Any change in the dissolution rate or release rate can significantly affect the rate of drug absorption. Faster dissolution or release leads to faster absorption, while slower rates result in slower absorption.

What happens when dissolution and release are fast, but absorption is limited by permeability?

When dissolution and release are fast, the drug is quickly available in the system, but absorption is limited by poor permeability, meaning the drug cannot be absorbed into the bloodstream efficiently, despite being dissolved.

How does permeability affect drug absorption when dissolution and release are fast?

Even if the drug dissolves or is released quickly, poor permeability across biological membranes (like the intestinal wall) limits absorption into the bloodstream. The drug is readily available but is absorbed slowly due to this permeability issue.

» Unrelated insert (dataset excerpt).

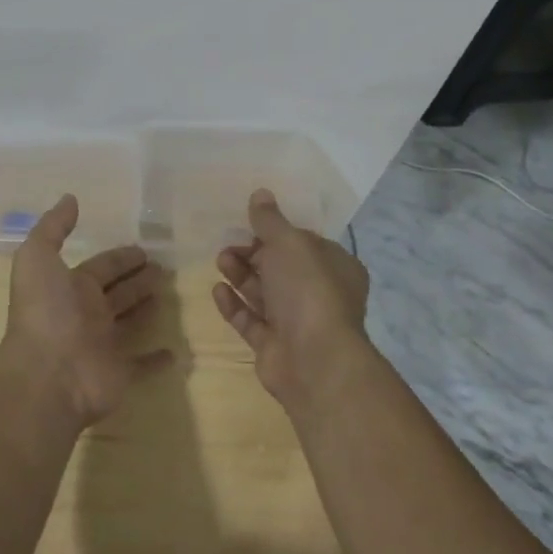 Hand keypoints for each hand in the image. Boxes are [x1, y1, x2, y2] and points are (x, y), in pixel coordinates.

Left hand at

What happens to the drug in the body when dissolution and release are fast but absorption is permeability-limited?

A large portion of the drug becomes dissolved and available in the body, but only a small amount is absorbed because of the permeability limitation. Most of the drug is dissolved before a significant amount is absorbed into the bloodstream.

What is the rate-limiting factor for drug absorption when dissolution and release are fast?

In this case, absorption is rate-limited by permeability, meaning the ability of the drug to cross biological membranes is the limiting factor for how quickly the drug enters the bloodstream.

Will changing the dissolution or release rate affect the rate of absorption if absorption is permeability-limited?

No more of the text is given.